- **Goal of the exercise**
Report the lines of the material that carry the string "numbered".

- **Given records**

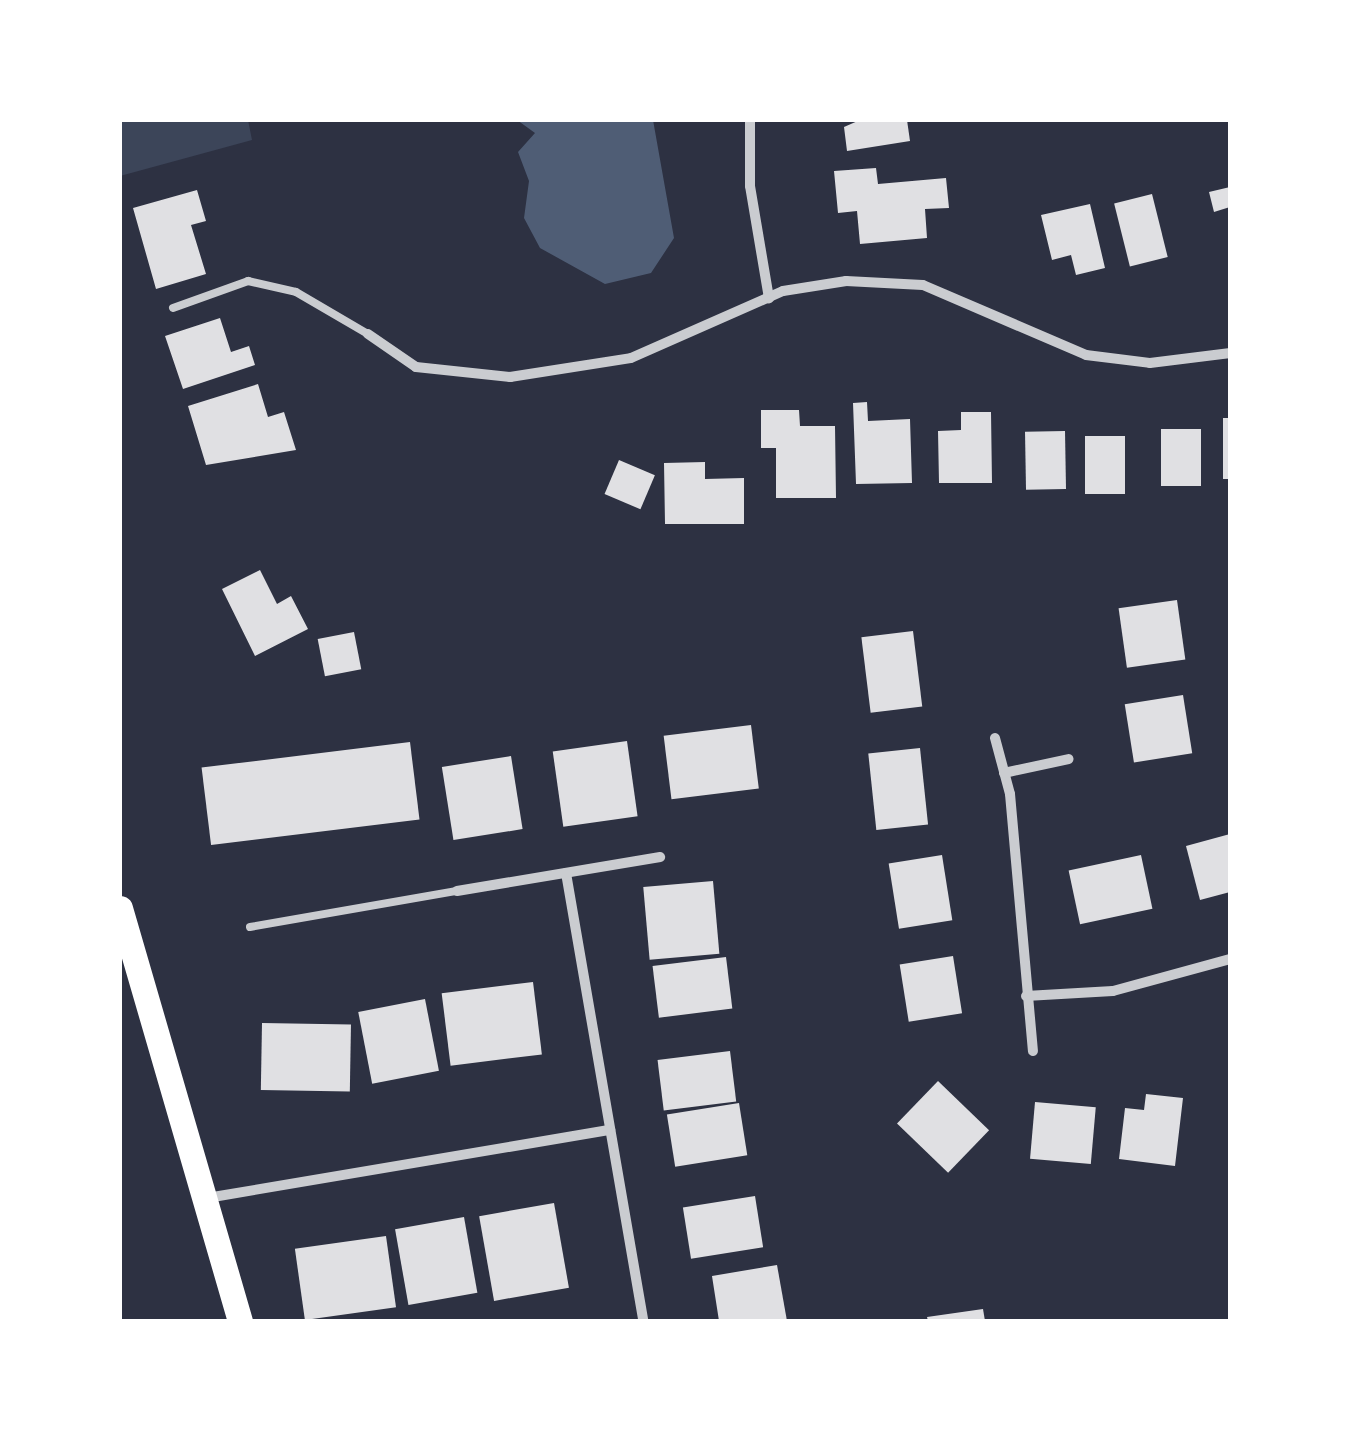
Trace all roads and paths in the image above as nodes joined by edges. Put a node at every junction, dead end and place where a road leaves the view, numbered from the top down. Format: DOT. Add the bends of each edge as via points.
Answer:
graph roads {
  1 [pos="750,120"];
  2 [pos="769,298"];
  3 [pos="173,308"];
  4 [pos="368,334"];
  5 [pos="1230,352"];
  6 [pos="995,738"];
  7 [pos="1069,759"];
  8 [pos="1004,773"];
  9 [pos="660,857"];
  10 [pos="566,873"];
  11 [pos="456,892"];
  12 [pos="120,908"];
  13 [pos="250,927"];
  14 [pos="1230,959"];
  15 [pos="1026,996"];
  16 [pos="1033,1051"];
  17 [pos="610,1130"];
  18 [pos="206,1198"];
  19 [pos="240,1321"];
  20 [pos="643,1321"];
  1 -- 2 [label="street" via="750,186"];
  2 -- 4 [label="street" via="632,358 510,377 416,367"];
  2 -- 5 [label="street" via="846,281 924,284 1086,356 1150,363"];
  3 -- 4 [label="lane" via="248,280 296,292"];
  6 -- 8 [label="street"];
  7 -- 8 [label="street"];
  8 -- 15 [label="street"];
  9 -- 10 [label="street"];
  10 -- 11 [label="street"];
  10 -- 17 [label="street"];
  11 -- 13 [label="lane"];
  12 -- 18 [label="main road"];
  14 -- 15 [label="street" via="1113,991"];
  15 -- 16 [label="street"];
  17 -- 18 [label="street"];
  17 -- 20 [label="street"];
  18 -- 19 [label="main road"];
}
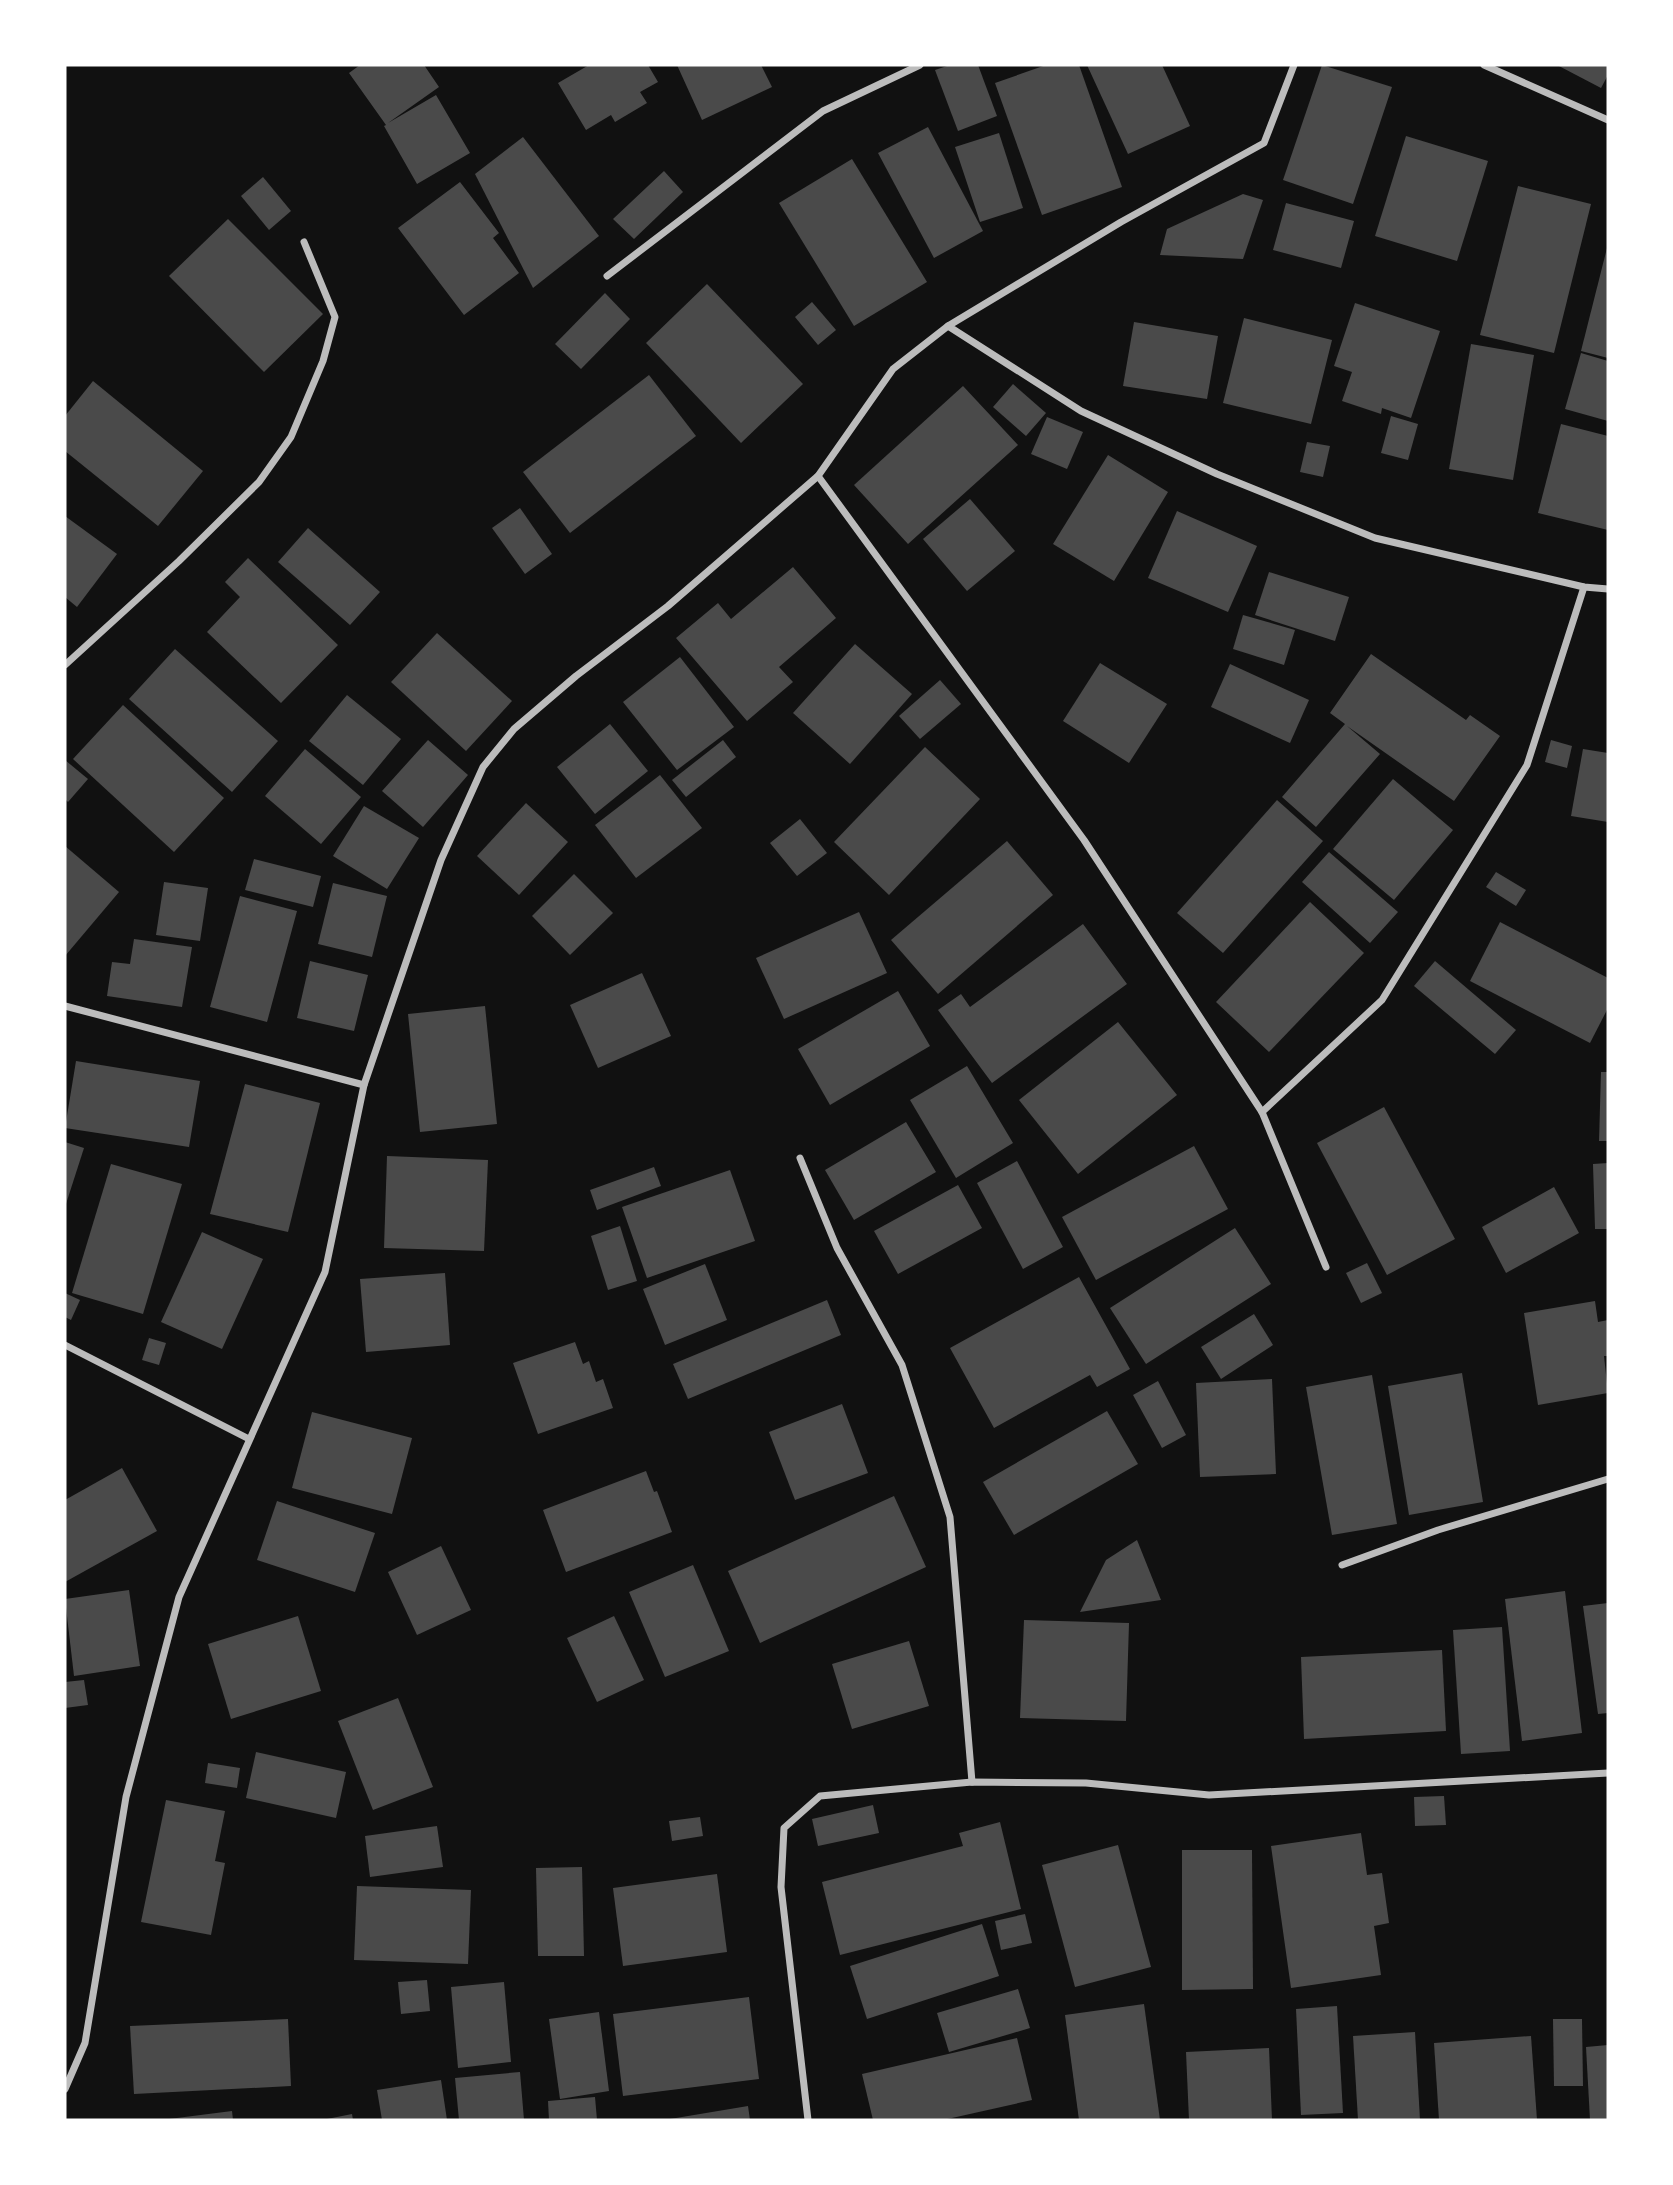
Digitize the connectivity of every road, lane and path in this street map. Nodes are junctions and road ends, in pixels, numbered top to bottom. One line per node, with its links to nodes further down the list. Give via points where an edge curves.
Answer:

- **Result of this exercise**
Trace all roads and paths in the image above as nodes joined by edges. Put a node at every junction, dead end and place where a road leaves the view, numbered from the top down. Format: DOT. Add the bends of each edge as via points.
Digitize the connectivity of every road, lane and path in this street map. Nodes are junctions and road ends, in pixels, numbered top to bottom. One line per node, with its links to nodes further down the list. Give via points where an edge curves.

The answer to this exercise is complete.